> YOUR INSTRUCTIONS
Please return every line of the material verbatim and skip any images.

> AVAILABLE RECORDS

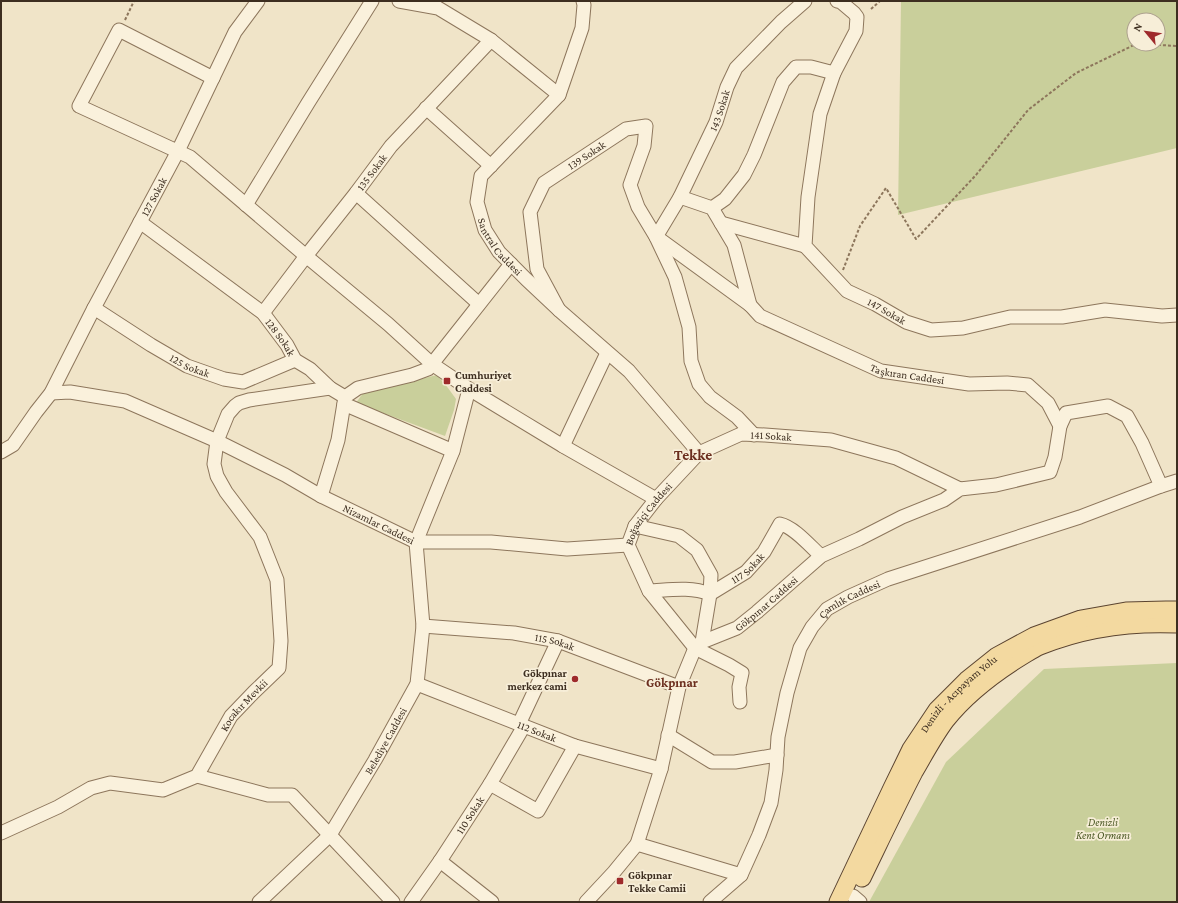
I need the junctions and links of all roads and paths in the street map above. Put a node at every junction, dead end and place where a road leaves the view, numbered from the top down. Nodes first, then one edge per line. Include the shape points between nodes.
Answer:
1 (134, 1) edge
2 (258, 1) edge
3 (372, 1) edge
4 (400, 1) edge
5 (583, 1) edge
6 (805, 1) edge
7 (837, 1) edge
8 (880, 1) edge
9 (871, 9) dead end
10 (119, 30) junction
11 (491, 40) junction
12 (1166, 45) edge
13 (1177, 46) edge
14 (1126, 49) edge
15 (834, 73) junction
16 (213, 78) junction
17 (559, 95) junction
18 (426, 108) junction
19 (178, 151) junction
20 (491, 166) junction
21 (356, 193) junction
22 (680, 197) junction
23 (246, 205) junction
24 (712, 208) junction
25 (140, 222) junction
26 (721, 223) junction
27 (656, 237) junction
28 (805, 246) junction
29 (306, 256) junction
30 (511, 264) junction
31 (839, 282) junction
32 (479, 304) junction
33 (750, 305) junction
34 (94, 308) junction
35 (559, 310) junction
36 (263, 314) junction
37 (1177, 315) edge
38 (606, 353) junction
39 (295, 360) junction
40 (432, 364) junction
41 (330, 388) junction
42 (469, 389) junction
43 (51, 393) junction
44 (345, 401) junction
45 (1060, 426) junction
46 (754, 434) junction
47 (217, 441) junction
48 (563, 446) junction
49 (453, 451) junction
50 (1, 452) edge
51 (699, 454) junction
52 (1177, 481) edge
53 (1161, 486) junction
54 (960, 489) junction
55 (321, 496) junction
56 (656, 499) junction
57 (635, 526) junction
58 (416, 542) junction
59 (628, 544) junction
60 (820, 556) junction
61 (649, 591) junction
62 (710, 594) junction
63 (1177, 610) edge
64 (1177, 624) edge
65 (423, 626) junction
66 (558, 641) junction
67 (699, 645) junction
68 (417, 684) junction
69 (679, 687) junction
70 (740, 702) dead end
71 (522, 725) junction
72 (668, 735) junction
73 (575, 746) junction
74 (777, 755) junction
75 (660, 769) junction
76 (197, 776) junction
77 (490, 784) junction
78 (1, 833) edge
79 (330, 835) junction
80 (637, 844) junction
81 (440, 861) junction
82 (741, 875) junction
83 (264, 900) edge
84 (851, 901) edge
85 (393, 902) edge
86 (411, 902) edge
87 (492, 902) edge
88 (586, 902) edge
89 (710, 902) edge

1 - 10 path
2 - 16 street, 127 Sokak via 235,32
3 - 23 street
4 - 11 street via 438,8
5 - 17 street, Santral Caddesi via 582,28
6 - 22 street, 143 Sokak via 736,68 716,122
7 - 15 street via 857,17 856,32
8 - 9 path
10 - 16 street
10 - 19 street via 79,106
11 - 17 street
11 - 18 street, 135 Sokak
12 - 13 path
14 - 31 path via 1076,73 1028,110 976,175 916,239 886,188 860,226
15 - 24 street via 811,67 796,67 783,82 744,175 725,199
15 - 28 street via 820,114 808,197
16 - 19 street, 127 Sokak
17 - 20 street, Santral Caddesi
18 - 20 street
18 - 21 street, 135 Sokak via 391,146
19 - 23 street via 190,157
19 - 25 street, 127 Sokak
20 - 30 street, Santral Caddesi via 481,176 477,202 486,230 499,252
21 - 29 street, 135 Sokak
21 - 32 street
22 - 24 street
22 - 27 street, 143 Sokak
23 - 29 street
24 - 26 street
25 - 34 street, 127 Sokak
25 - 36 street, 128 Sokak
26 - 28 street
26 - 33 street via 734,245
27 - 33 street, Taşkıran Caddesi
27 - 35 street, 139 Sokak via 638,207 630,184 644,146 646,126 626,129 544,183 530,212 537,269
27 - 46 street, 141 Sokak via 675,277 689,328 690,361 699,384 710,397 737,417
28 - 31 street, 147 Sokak
29 - 36 street, 135 Sokak
29 - 40 street
30 - 32 street
30 - 35 street, Santral Caddesi
31 - 37 street, 147 Sokak via 846,291 906,322 931,330 962,328 1010,317 1062,317 1105,310 1162,316
32 - 40 street
33 - 45 street, Taşkıran Caddesi via 760,316 881,371 969,384 1028,385 1048,403
34 - 39 street, 125 Sokak via 187,366 224,379 243,382
34 - 43 street, 127 Sokak
35 - 38 street, Santral Caddesi
36 - 39 street, 128 Sokak
38 - 48 street
38 - 51 street, Santral Caddesi via 629,371
39 - 41 street, 128 Sokak via 310,369
40 - 42 street
40 - 44 street via 428,369 412,375 358,388
41 - 44 street, 128 Sokak
41 - 47 street, Kocakır Mevkii via 239,403 228,414
42 - 48 street
42 - 49 street
43 - 47 street, Nizamlar Caddesi via 70,392 125,401
43 - 50 street, 127 Sokak via 13,445
44 - 49 street, 128 Sokak
44 - 55 street via 338,440
45 - 53 street via 1066,413 1108,406 1127,416 1142,442
45 - 54 street, Gökpınar Caddesi via 1050,472 996,485
46 - 51 street, Boğaziçi Caddesi via 741,434
46 - 54 street, 141 Sokak via 831,440 896,458
47 - 55 street, Nizamlar Caddesi
47 - 76 street, Kocakır Mevkii via 214,464 217,476 260,537 277,580 281,641 279,668 232,716
48 - 56 street
49 - 58 street
51 - 56 street, Boğaziçi Caddesi
52 - 53 street, Çamlık Caddesi
53 - 74 street, Çamlık Caddesi via 1080,517 888,579 827,609 812,627 800,648 787,693
54 - 60 street, Gökpınar Caddesi via 944,500
55 - 58 street, Nizamlar Caddesi
56 - 57 street, Boğaziçi Caddesi
57 - 59 street, Boğaziçi Caddesi
57 - 62 street via 679,536 697,550 711,575
58 - 59 street, Nizamlar Caddesi via 491,542 567,549
58 - 65 street, Belediye Caddesi
59 - 61 street, Boğaziçi Caddesi
60 - 62 street, 117 Sokak via 800,536 786,525 780,524 764,552 746,572
60 - 67 street, Gökpınar Caddesi via 737,628
61 - 62 street via 699,590
61 - 67 street, Boğaziçi Caddesi
62 - 67 street
63 - 84 main road, Denizli - Acıpayam Yolu via 1126,611 1081,619 1034,636 997,656 967,680 937,710 911,749 892,788
64 - 84 main road, Denizli - Acıpayam Yolu via 1123,625 1082,632 1039,646 974,690 946,720 924,755 904,790
65 - 66 street, 115 Sokak via 514,633
65 - 68 street, Belediye Caddesi
66 - 69 street, 115 Sokak
66 - 71 street, 110 Sokak
67 - 69 street
67 - 70 street via 742,673 739,686
68 - 71 street, 112 Sokak
68 - 79 street, Belediye Caddesi
69 - 72 street
71 - 73 street, 112 Sokak
71 - 77 street, 110 Sokak
72 - 74 street via 712,762 735,762
72 - 75 street
73 - 75 street, 112 Sokak
73 - 77 street via 538,811
74 - 82 street, Çamlık Caddesi via 771,802
75 - 80 street
76 - 78 street via 163,790 110,783 90,788 58,807
76 - 79 street via 268,795 292,795
77 - 81 street, 110 Sokak
79 - 83 street, Belediye Caddesi
79 - 85 street
80 - 82 street
80 - 88 street
81 - 86 street, 110 Sokak
81 - 87 street
82 - 89 street, Çamlık Caddesi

> RESULT
I need the junctions and links of all roads and paths in the street map above. Put a node at every junction, dead end and place where a road leaves the view, numbered from the top down. Nodes first, then one edge per line. Include the shape points between nodes.
Answer:
1 (134, 1) edge
2 (258, 1) edge
3 (372, 1) edge
4 (400, 1) edge
5 (583, 1) edge
6 (805, 1) edge
7 (837, 1) edge
8 (880, 1) edge
9 (871, 9) dead end
10 (119, 30) junction
11 (491, 40) junction
12 (1166, 45) edge
13 (1177, 46) edge
14 (1126, 49) edge
15 (834, 73) junction
16 (213, 78) junction
17 (559, 95) junction
18 (426, 108) junction
19 (178, 151) junction
20 (491, 166) junction
21 (356, 193) junction
22 (680, 197) junction
23 (246, 205) junction
24 (712, 208) junction
25 (140, 222) junction
26 (721, 223) junction
27 (656, 237) junction
28 (805, 246) junction
29 (306, 256) junction
30 (511, 264) junction
31 (839, 282) junction
32 (479, 304) junction
33 (750, 305) junction
34 (94, 308) junction
35 (559, 310) junction
36 (263, 314) junction
37 (1177, 315) edge
38 (606, 353) junction
39 (295, 360) junction
40 (432, 364) junction
41 (330, 388) junction
42 (469, 389) junction
43 (51, 393) junction
44 (345, 401) junction
45 (1060, 426) junction
46 (754, 434) junction
47 (217, 441) junction
48 (563, 446) junction
49 (453, 451) junction
50 (1, 452) edge
51 (699, 454) junction
52 (1177, 481) edge
53 (1161, 486) junction
54 (960, 489) junction
55 (321, 496) junction
56 (656, 499) junction
57 (635, 526) junction
58 (416, 542) junction
59 (628, 544) junction
60 (820, 556) junction
61 (649, 591) junction
62 (710, 594) junction
63 (1177, 610) edge
64 (1177, 624) edge
65 (423, 626) junction
66 (558, 641) junction
67 (699, 645) junction
68 (417, 684) junction
69 (679, 687) junction
70 (740, 702) dead end
71 (522, 725) junction
72 (668, 735) junction
73 (575, 746) junction
74 (777, 755) junction
75 (660, 769) junction
76 (197, 776) junction
77 (490, 784) junction
78 (1, 833) edge
79 (330, 835) junction
80 (637, 844) junction
81 (440, 861) junction
82 (741, 875) junction
83 (264, 900) edge
84 (851, 901) edge
85 (393, 902) edge
86 (411, 902) edge
87 (492, 902) edge
88 (586, 902) edge
89 (710, 902) edge

1 - 10 path
2 - 16 street, 127 Sokak via 235,32
3 - 23 street
4 - 11 street via 438,8
5 - 17 street, Santral Caddesi via 582,28
6 - 22 street, 143 Sokak via 736,68 716,122
7 - 15 street via 857,17 856,32
8 - 9 path
10 - 16 street
10 - 19 street via 79,106
11 - 17 street
11 - 18 street, 135 Sokak
12 - 13 path
14 - 31 path via 1076,73 1028,110 976,175 916,239 886,188 860,226
15 - 24 street via 811,67 796,67 783,82 744,175 725,199
15 - 28 street via 820,114 808,197
16 - 19 street, 127 Sokak
17 - 20 street, Santral Caddesi
18 - 20 street
18 - 21 street, 135 Sokak via 391,146
19 - 23 street via 190,157
19 - 25 street, 127 Sokak
20 - 30 street, Santral Caddesi via 481,176 477,202 486,230 499,252
21 - 29 street, 135 Sokak
21 - 32 street
22 - 24 street
22 - 27 street, 143 Sokak
23 - 29 street
24 - 26 street
25 - 34 street, 127 Sokak
25 - 36 street, 128 Sokak
26 - 28 street
26 - 33 street via 734,245
27 - 33 street, Taşkıran Caddesi
27 - 35 street, 139 Sokak via 638,207 630,184 644,146 646,126 626,129 544,183 530,212 537,269
27 - 46 street, 141 Sokak via 675,277 689,328 690,361 699,384 710,397 737,417
28 - 31 street, 147 Sokak
29 - 36 street, 135 Sokak
29 - 40 street
30 - 32 street
30 - 35 street, Santral Caddesi
31 - 37 street, 147 Sokak via 846,291 906,322 931,330 962,328 1010,317 1062,317 1105,310 1162,316
32 - 40 street
33 - 45 street, Taşkıran Caddesi via 760,316 881,371 969,384 1028,385 1048,403
34 - 39 street, 125 Sokak via 187,366 224,379 243,382
34 - 43 street, 127 Sokak
35 - 38 street, Santral Caddesi
36 - 39 street, 128 Sokak
38 - 48 street
38 - 51 street, Santral Caddesi via 629,371
39 - 41 street, 128 Sokak via 310,369
40 - 42 street
40 - 44 street via 428,369 412,375 358,388
41 - 44 street, 128 Sokak
41 - 47 street, Kocakır Mevkii via 239,403 228,414
42 - 48 street
42 - 49 street
43 - 47 street, Nizamlar Caddesi via 70,392 125,401
43 - 50 street, 127 Sokak via 13,445
44 - 49 street, 128 Sokak
44 - 55 street via 338,440
45 - 53 street via 1066,413 1108,406 1127,416 1142,442
45 - 54 street, Gökpınar Caddesi via 1050,472 996,485
46 - 51 street, Boğaziçi Caddesi via 741,434
46 - 54 street, 141 Sokak via 831,440 896,458
47 - 55 street, Nizamlar Caddesi
47 - 76 street, Kocakır Mevkii via 214,464 217,476 260,537 277,580 281,641 279,668 232,716
48 - 56 street
49 - 58 street
51 - 56 street, Boğaziçi Caddesi
52 - 53 street, Çamlık Caddesi
53 - 74 street, Çamlık Caddesi via 1080,517 888,579 827,609 812,627 800,648 787,693
54 - 60 street, Gökpınar Caddesi via 944,500
55 - 58 street, Nizamlar Caddesi
56 - 57 street, Boğaziçi Caddesi
57 - 59 street, Boğaziçi Caddesi
57 - 62 street via 679,536 697,550 711,575
58 - 59 street, Nizamlar Caddesi via 491,542 567,549
58 - 65 street, Belediye Caddesi
59 - 61 street, Boğaziçi Caddesi
60 - 62 street, 117 Sokak via 800,536 786,525 780,524 764,552 746,572
60 - 67 street, Gökpınar Caddesi via 737,628
61 - 62 street via 699,590
61 - 67 street, Boğaziçi Caddesi
62 - 67 street
63 - 84 main road, Denizli - Acıpayam Yolu via 1126,611 1081,619 1034,636 997,656 967,680 937,710 911,749 892,788
64 - 84 main road, Denizli - Acıpayam Yolu via 1123,625 1082,632 1039,646 974,690 946,720 924,755 904,790
65 - 66 street, 115 Sokak via 514,633
65 - 68 street, Belediye Caddesi
66 - 69 street, 115 Sokak
66 - 71 street, 110 Sokak
67 - 69 street
67 - 70 street via 742,673 739,686
68 - 71 street, 112 Sokak
68 - 79 street, Belediye Caddesi
69 - 72 street
71 - 73 street, 112 Sokak
71 - 77 street, 110 Sokak
72 - 74 street via 712,762 735,762
72 - 75 street
73 - 75 street, 112 Sokak
73 - 77 street via 538,811
74 - 82 street, Çamlık Caddesi via 771,802
75 - 80 street
76 - 78 street via 163,790 110,783 90,788 58,807
76 - 79 street via 268,795 292,795
77 - 81 street, 110 Sokak
79 - 83 street, Belediye Caddesi
79 - 85 street
80 - 82 street
80 - 88 street
81 - 86 street, 110 Sokak
81 - 87 street
82 - 89 street, Çamlık Caddesi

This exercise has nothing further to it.